*Work instruction*.
Among the records below, find the line that has "pinky pip: (519, 483)"; from there, give the lines again exactly, and stop after the line that has "index pip: (727, 424)".

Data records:

----

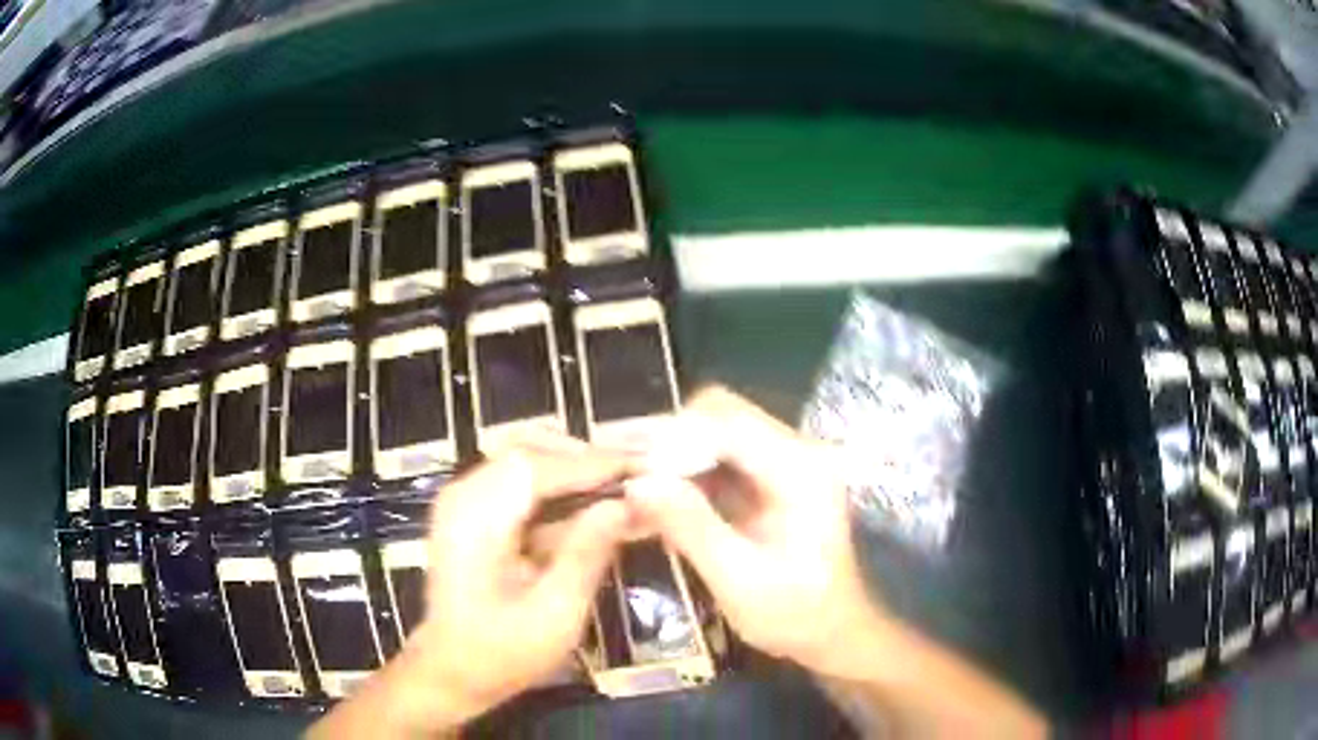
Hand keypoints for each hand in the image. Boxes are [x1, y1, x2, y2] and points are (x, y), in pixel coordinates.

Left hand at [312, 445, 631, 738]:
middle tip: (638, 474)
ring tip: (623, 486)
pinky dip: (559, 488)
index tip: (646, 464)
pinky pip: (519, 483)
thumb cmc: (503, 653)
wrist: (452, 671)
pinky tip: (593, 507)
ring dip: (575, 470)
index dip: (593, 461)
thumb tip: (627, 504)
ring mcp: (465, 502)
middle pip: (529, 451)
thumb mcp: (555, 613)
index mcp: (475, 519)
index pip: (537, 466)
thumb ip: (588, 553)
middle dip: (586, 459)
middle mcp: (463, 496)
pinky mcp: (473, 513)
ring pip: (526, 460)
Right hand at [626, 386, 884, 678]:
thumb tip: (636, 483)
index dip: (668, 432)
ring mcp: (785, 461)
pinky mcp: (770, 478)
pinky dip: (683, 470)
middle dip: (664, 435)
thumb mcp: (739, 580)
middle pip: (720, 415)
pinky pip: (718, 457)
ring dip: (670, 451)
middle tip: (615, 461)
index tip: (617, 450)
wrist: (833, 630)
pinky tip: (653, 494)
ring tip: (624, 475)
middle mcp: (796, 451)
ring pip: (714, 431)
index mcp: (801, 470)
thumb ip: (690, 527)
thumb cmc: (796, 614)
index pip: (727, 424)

----

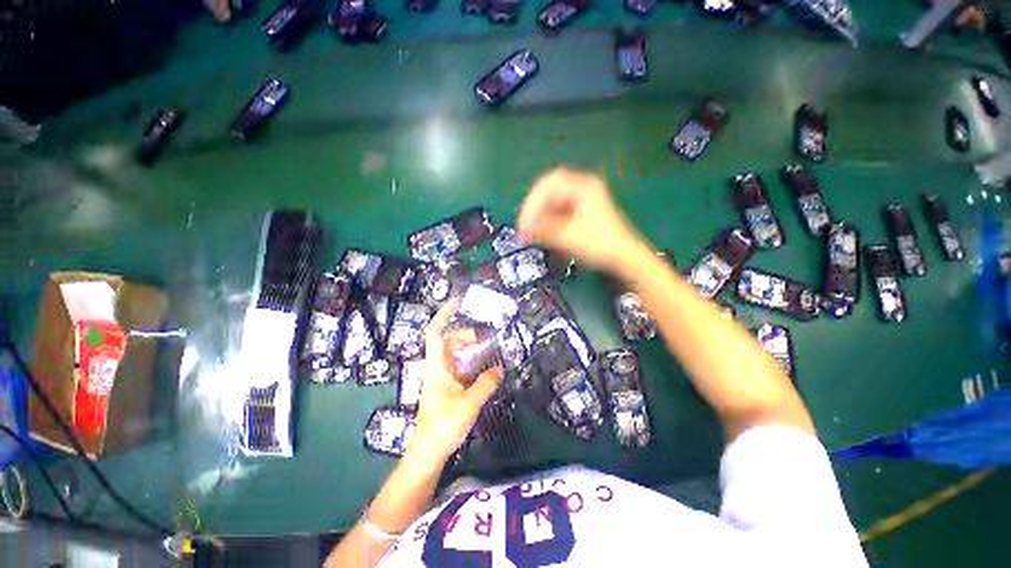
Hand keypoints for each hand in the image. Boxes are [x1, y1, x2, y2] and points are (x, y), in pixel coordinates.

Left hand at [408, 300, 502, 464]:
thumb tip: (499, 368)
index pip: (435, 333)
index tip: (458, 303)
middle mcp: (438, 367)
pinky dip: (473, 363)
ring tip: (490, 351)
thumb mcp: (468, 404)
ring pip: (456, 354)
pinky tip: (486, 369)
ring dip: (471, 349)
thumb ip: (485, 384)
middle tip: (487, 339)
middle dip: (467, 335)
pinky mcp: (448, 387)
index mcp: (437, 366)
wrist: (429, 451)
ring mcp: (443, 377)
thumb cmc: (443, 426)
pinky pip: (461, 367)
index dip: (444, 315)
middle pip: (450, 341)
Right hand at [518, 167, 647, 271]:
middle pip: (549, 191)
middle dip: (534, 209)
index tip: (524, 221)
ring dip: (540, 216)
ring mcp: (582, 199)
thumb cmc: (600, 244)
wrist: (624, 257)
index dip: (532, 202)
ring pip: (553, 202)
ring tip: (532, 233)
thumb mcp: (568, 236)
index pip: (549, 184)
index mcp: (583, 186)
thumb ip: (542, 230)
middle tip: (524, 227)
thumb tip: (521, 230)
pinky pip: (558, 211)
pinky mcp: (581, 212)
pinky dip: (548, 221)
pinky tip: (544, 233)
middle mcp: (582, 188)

----

*Result below*.
pinky pip: (519, 483)
thumb cmc: (503, 653)
wrist: (452, 671)
pinky tip: (593, 507)
ring dip: (575, 470)
index dip: (593, 461)
thumb tip: (627, 504)
ring mcp: (465, 502)
middle pip: (529, 451)
thumb mcp: (555, 613)
index mcp: (475, 519)
index pip: (537, 466)
thumb ip: (588, 553)
middle dip: (586, 459)
middle mcp: (463, 496)
pinky mcp: (473, 513)
ring pip: (526, 460)
Right hand at [626, 386, 884, 678]:
thumb tip: (636, 483)
index dip: (668, 432)
ring mcp: (785, 461)
pinky mcp: (770, 478)
pinky dip: (683, 470)
middle dip: (664, 435)
thumb mcp: (739, 580)
middle pip: (720, 415)
pinky pip: (718, 457)
ring dip: (670, 451)
middle tip: (615, 461)
index tip: (617, 450)
wrist: (833, 630)
pinky tip: (653, 494)
ring tip: (624, 475)
middle mcp: (796, 451)
ring pip: (714, 431)
index mcp: (801, 470)
thumb ip: (690, 527)
thumb cmc: (796, 614)
index pip: (727, 424)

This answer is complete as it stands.